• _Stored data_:
________________________

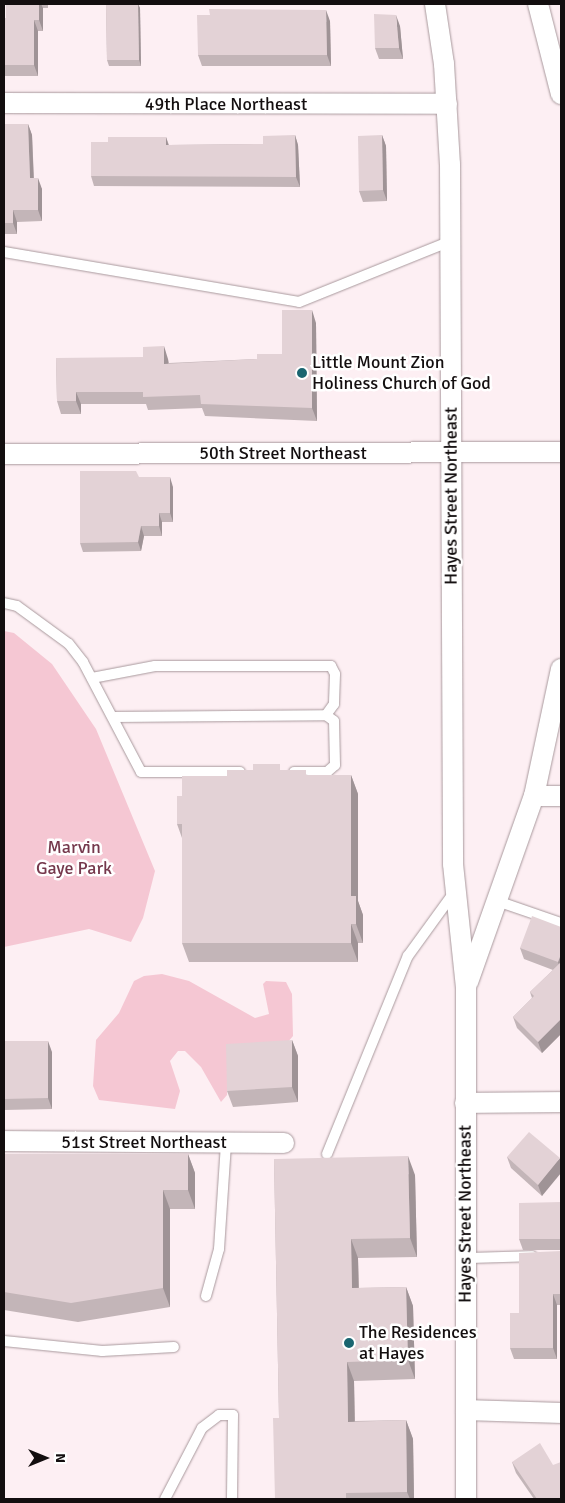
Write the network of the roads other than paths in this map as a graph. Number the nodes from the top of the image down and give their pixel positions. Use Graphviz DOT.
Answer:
graph roads {
  1 [pos="435,4"];
  2 [pos="538,4"];
  3 [pos="561,94"];
  4 [pos="4,103"];
  5 [pos="447,104"];
  6 [pos="451,242"];
  7 [pos="4,252"];
  8 [pos="451,452"];
  9 [pos="561,452"];
  10 [pos="4,454"];
  11 [pos="4,603"];
  12 [pos="561,669"];
  13 [pos="92,678"];
  14 [pos="326,715"];
  15 [pos="114,717"];
  16 [pos="249,772"];
  17 [pos="278,772"];
  18 [pos="534,796"];
  19 [pos="561,796"];
  20 [pos="456,890"];
  21 [pos="497,901"];
  22 [pos="561,923"];
  23 [pos="466,988"];
  24 [pos="561,1102"];
  25 [pos="465,1103"];
  26 [pos="4,1141"];
  27 [pos="226,1142"];
  28 [pos="284,1143"];
  29 [pos="327,1154"];
  30 [pos="542,1256"];
  31 [pos="466,1258"];
  32 [pos="206,1296"];
  33 [pos="4,1341"];
  34 [pos="174,1347"];
  35 [pos="466,1410"];
  36 [pos="561,1413"];
  37 [pos="165,1499"];
  38 [pos="232,1499"];
  39 [pos="466,1499"];
  1 -- 5 [label="street, Hayes Street Northeast"];
  2 -- 3 [label="street"];
  4 -- 5 [label="street, 49th Place Northeast"];
  5 -- 6 [label="street, Hayes Street Northeast"];
  6 -- 7 [label="lane"];
  6 -- 8 [label="street, Hayes Street Northeast"];
  8 -- 9 [label="street, 50th Street Northeast"];
  8 -- 10 [label="street, 50th Street Northeast"];
  8 -- 20 [label="street, Hayes Street Northeast"];
  11 -- 13 [label="lane"];
  12 -- 18 [label="street, Hayes Street Northeast"];
  13 -- 14 [label="lane"];
  13 -- 15 [label="lane"];
  14 -- 15 [label="lane"];
  14 -- 17 [label="lane"];
  15 -- 16 [label="lane"];
  18 -- 19 [label="street"];
  18 -- 21 [label="street, Hayes Street Northeast"];
  20 -- 23 [label="street, Hayes Street Northeast"];
  20 -- 29 [label="lane"];
  21 -- 22 [label="lane"];
  21 -- 23 [label="street, Hayes Street Northeast"];
  23 -- 25 [label="street, Hayes Street Northeast"];
  24 -- 25 [label="street"];
  25 -- 31 [label="street, Hayes Street Northeast"];
  26 -- 27 [label="street, 51st Street Northeast"];
  27 -- 28 [label="street, 51st Street Northeast"];
  27 -- 32 [label="lane"];
  30 -- 31 [label="lane"];
  31 -- 35 [label="street, Hayes Street Northeast"];
  33 -- 34 [label="lane"];
  35 -- 36 [label="street"];
  35 -- 39 [label="street, Hayes Street Northeast"];
  37 -- 38 [label="lane"];
}
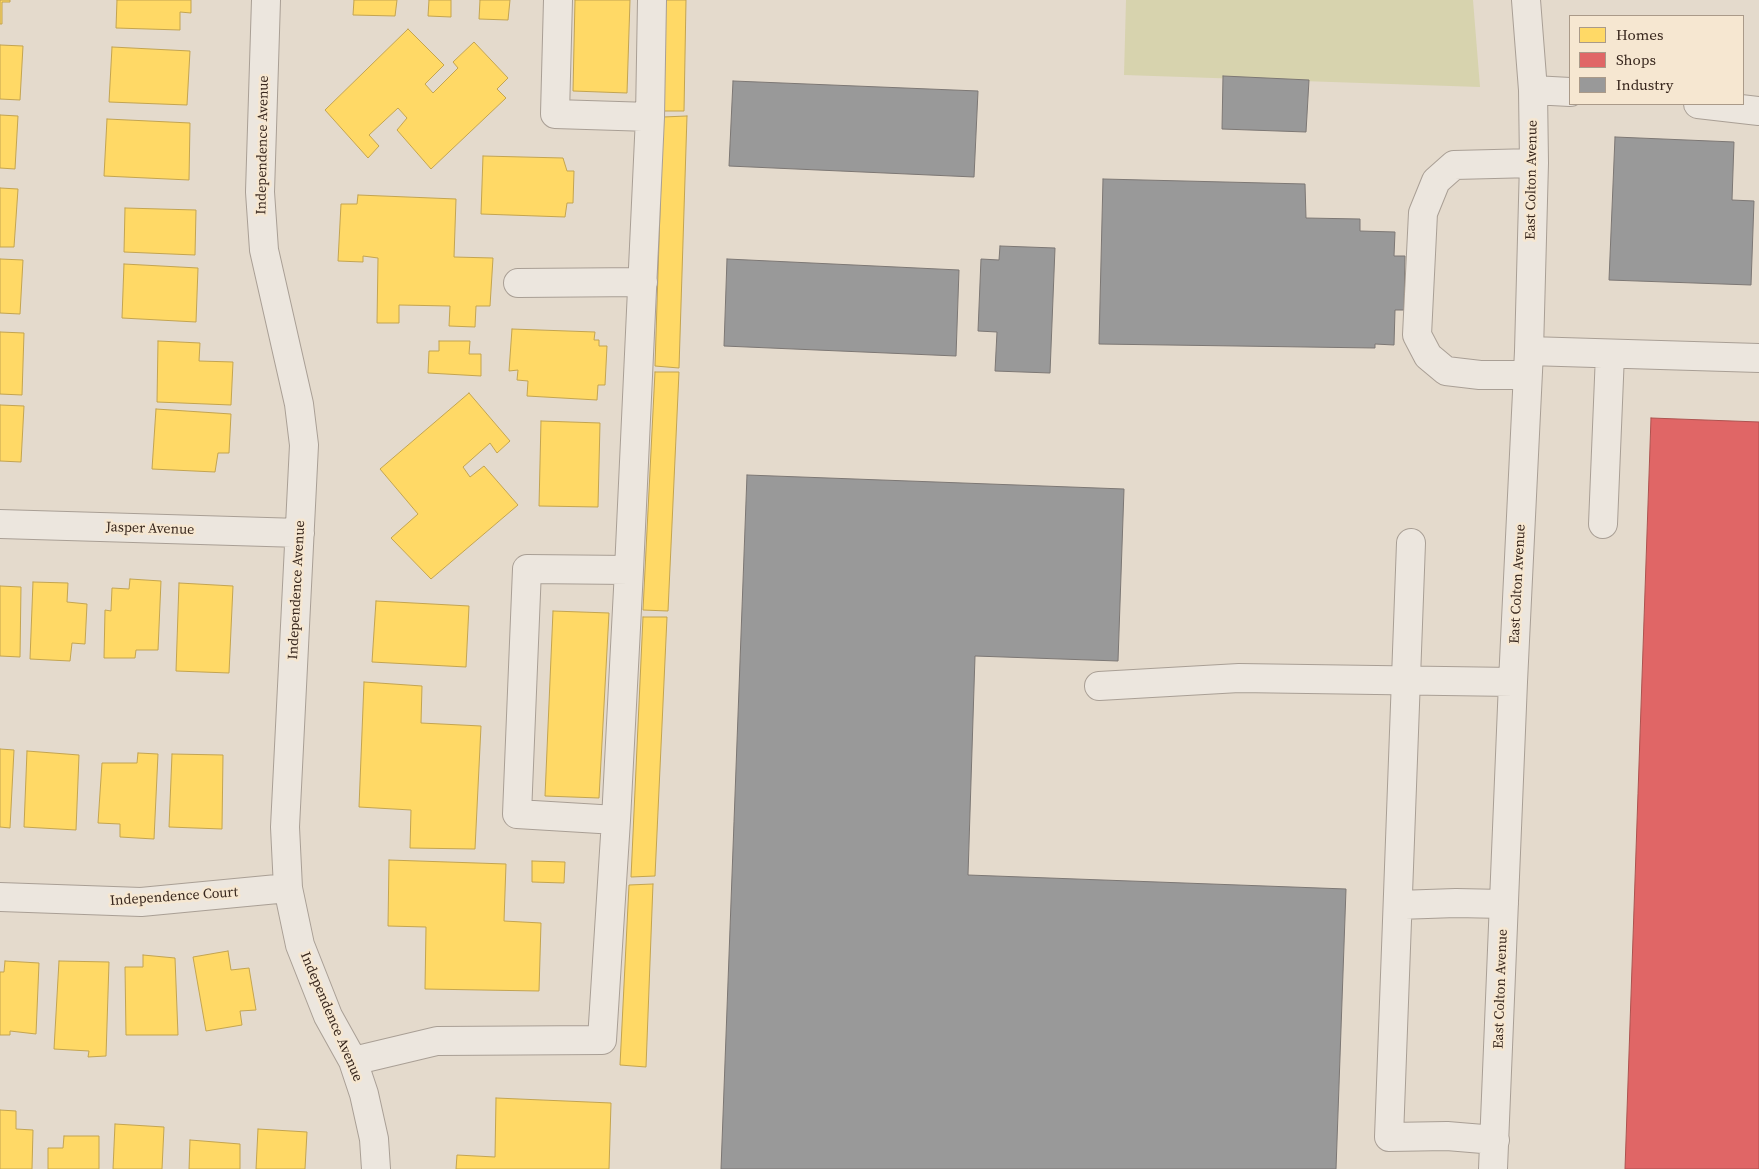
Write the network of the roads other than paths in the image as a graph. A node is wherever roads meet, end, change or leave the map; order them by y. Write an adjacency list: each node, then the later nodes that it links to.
1 (266, 0): 18 (street, Independence Avenue)
2 (558, 0): 9 (street)
3 (652, 0): 9 (street)
4 (1526, 0): 5 (street, East Colton Avenue)
5 (1533, 90): 6 (street); 10 (street, East Colton Avenue)
6 (1569, 92)
7 (1707, 105): 8 (street)
8 (1759, 111)
9 (650, 117): 11 (street)
10 (1534, 164): 15 (street, East Colton Avenue); 15 (street)
11 (643, 282): 12 (street); 20 (street)
12 (518, 283)
13 (1610, 354): 14 (street); 15 (street); 17 (street)
14 (1759, 358)
15 (1528, 363): 22 (street, East Colton Avenue)
16 (0, 524): 18 (street, Jasper Avenue)
17 (1603, 524)
18 (300, 533): 25 (street, Independence Avenue)
19 (1411, 543): 21 (street)
20 (629, 570): 24 (street); 24 (street)
21 (1406, 681): 22 (street); 23 (street); 28 (street)
22 (1513, 682): 27 (street, East Colton Avenue)
23 (1099, 686)
24 (616, 820): 29 (street)
25 (288, 888): 26 (street, Independence Court); 29 (street, Independence Avenue)
26 (0, 897)
27 (1504, 904): 28 (street); 30 (street, East Colton Avenue)
28 (1398, 905): 30 (street)
29 (353, 1061): 31 (street, Independence Avenue)
30 (1494, 1140): 32 (street, East Colton Avenue)
31 (376, 1169)
32 (1493, 1169)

________________________

Set all of the records down once more, letter for letter, with the images removed.

• _Problem solution_:
Write the network of the roads other than paths in this map as a graph. Number the nodes from the top of the image down and give their pixel positions. Use Graphviz DOT.
Answer:
graph roads {
  1 [pos="435,4"];
  2 [pos="538,4"];
  3 [pos="561,94"];
  4 [pos="4,103"];
  5 [pos="447,104"];
  6 [pos="451,242"];
  7 [pos="4,252"];
  8 [pos="451,452"];
  9 [pos="561,452"];
  10 [pos="4,454"];
  11 [pos="4,603"];
  12 [pos="561,669"];
  13 [pos="92,678"];
  14 [pos="326,715"];
  15 [pos="114,717"];
  16 [pos="249,772"];
  17 [pos="278,772"];
  18 [pos="534,796"];
  19 [pos="561,796"];
  20 [pos="456,890"];
  21 [pos="497,901"];
  22 [pos="561,923"];
  23 [pos="466,988"];
  24 [pos="561,1102"];
  25 [pos="465,1103"];
  26 [pos="4,1141"];
  27 [pos="226,1142"];
  28 [pos="284,1143"];
  29 [pos="327,1154"];
  30 [pos="542,1256"];
  31 [pos="466,1258"];
  32 [pos="206,1296"];
  33 [pos="4,1341"];
  34 [pos="174,1347"];
  35 [pos="466,1410"];
  36 [pos="561,1413"];
  37 [pos="165,1499"];
  38 [pos="232,1499"];
  39 [pos="466,1499"];
  1 -- 5 [label="street, Hayes Street Northeast"];
  2 -- 3 [label="street"];
  4 -- 5 [label="street, 49th Place Northeast"];
  5 -- 6 [label="street, Hayes Street Northeast"];
  6 -- 7 [label="lane"];
  6 -- 8 [label="street, Hayes Street Northeast"];
  8 -- 9 [label="street, 50th Street Northeast"];
  8 -- 10 [label="street, 50th Street Northeast"];
  8 -- 20 [label="street, Hayes Street Northeast"];
  11 -- 13 [label="lane"];
  12 -- 18 [label="street, Hayes Street Northeast"];
  13 -- 14 [label="lane"];
  13 -- 15 [label="lane"];
  14 -- 15 [label="lane"];
  14 -- 17 [label="lane"];
  15 -- 16 [label="lane"];
  18 -- 19 [label="street"];
  18 -- 21 [label="street, Hayes Street Northeast"];
  20 -- 23 [label="street, Hayes Street Northeast"];
  20 -- 29 [label="lane"];
  21 -- 22 [label="lane"];
  21 -- 23 [label="street, Hayes Street Northeast"];
  23 -- 25 [label="street, Hayes Street Northeast"];
  24 -- 25 [label="street"];
  25 -- 31 [label="street, Hayes Street Northeast"];
  26 -- 27 [label="street, 51st Street Northeast"];
  27 -- 28 [label="street, 51st Street Northeast"];
  27 -- 32 [label="lane"];
  30 -- 31 [label="lane"];
  31 -- 35 [label="street, Hayes Street Northeast"];
  33 -- 34 [label="lane"];
  35 -- 36 [label="street"];
  35 -- 39 [label="street, Hayes Street Northeast"];
  37 -- 38 [label="lane"];
}
Write the network of the roads other than paths in the image as a graph. A node is wherever roads meet, end, change or leave the map; order them by y. Write an adjacency list: each node, then the later nodes that it links to.
1 (266, 0): 18 (street, Independence Avenue)
2 (558, 0): 9 (street)
3 (652, 0): 9 (street)
4 (1526, 0): 5 (street, East Colton Avenue)
5 (1533, 90): 6 (street); 10 (street, East Colton Avenue)
6 (1569, 92)
7 (1707, 105): 8 (street)
8 (1759, 111)
9 (650, 117): 11 (street)
10 (1534, 164): 15 (street, East Colton Avenue); 15 (street)
11 (643, 282): 12 (street); 20 (street)
12 (518, 283)
13 (1610, 354): 14 (street); 15 (street); 17 (street)
14 (1759, 358)
15 (1528, 363): 22 (street, East Colton Avenue)
16 (0, 524): 18 (street, Jasper Avenue)
17 (1603, 524)
18 (300, 533): 25 (street, Independence Avenue)
19 (1411, 543): 21 (street)
20 (629, 570): 24 (street); 24 (street)
21 (1406, 681): 22 (street); 23 (street); 28 (street)
22 (1513, 682): 27 (street, East Colton Avenue)
23 (1099, 686)
24 (616, 820): 29 (street)
25 (288, 888): 26 (street, Independence Court); 29 (street, Independence Avenue)
26 (0, 897)
27 (1504, 904): 28 (street); 30 (street, East Colton Avenue)
28 (1398, 905): 30 (street)
29 (353, 1061): 31 (street, Independence Avenue)
30 (1494, 1140): 32 (street, East Colton Avenue)
31 (376, 1169)
32 (1493, 1169)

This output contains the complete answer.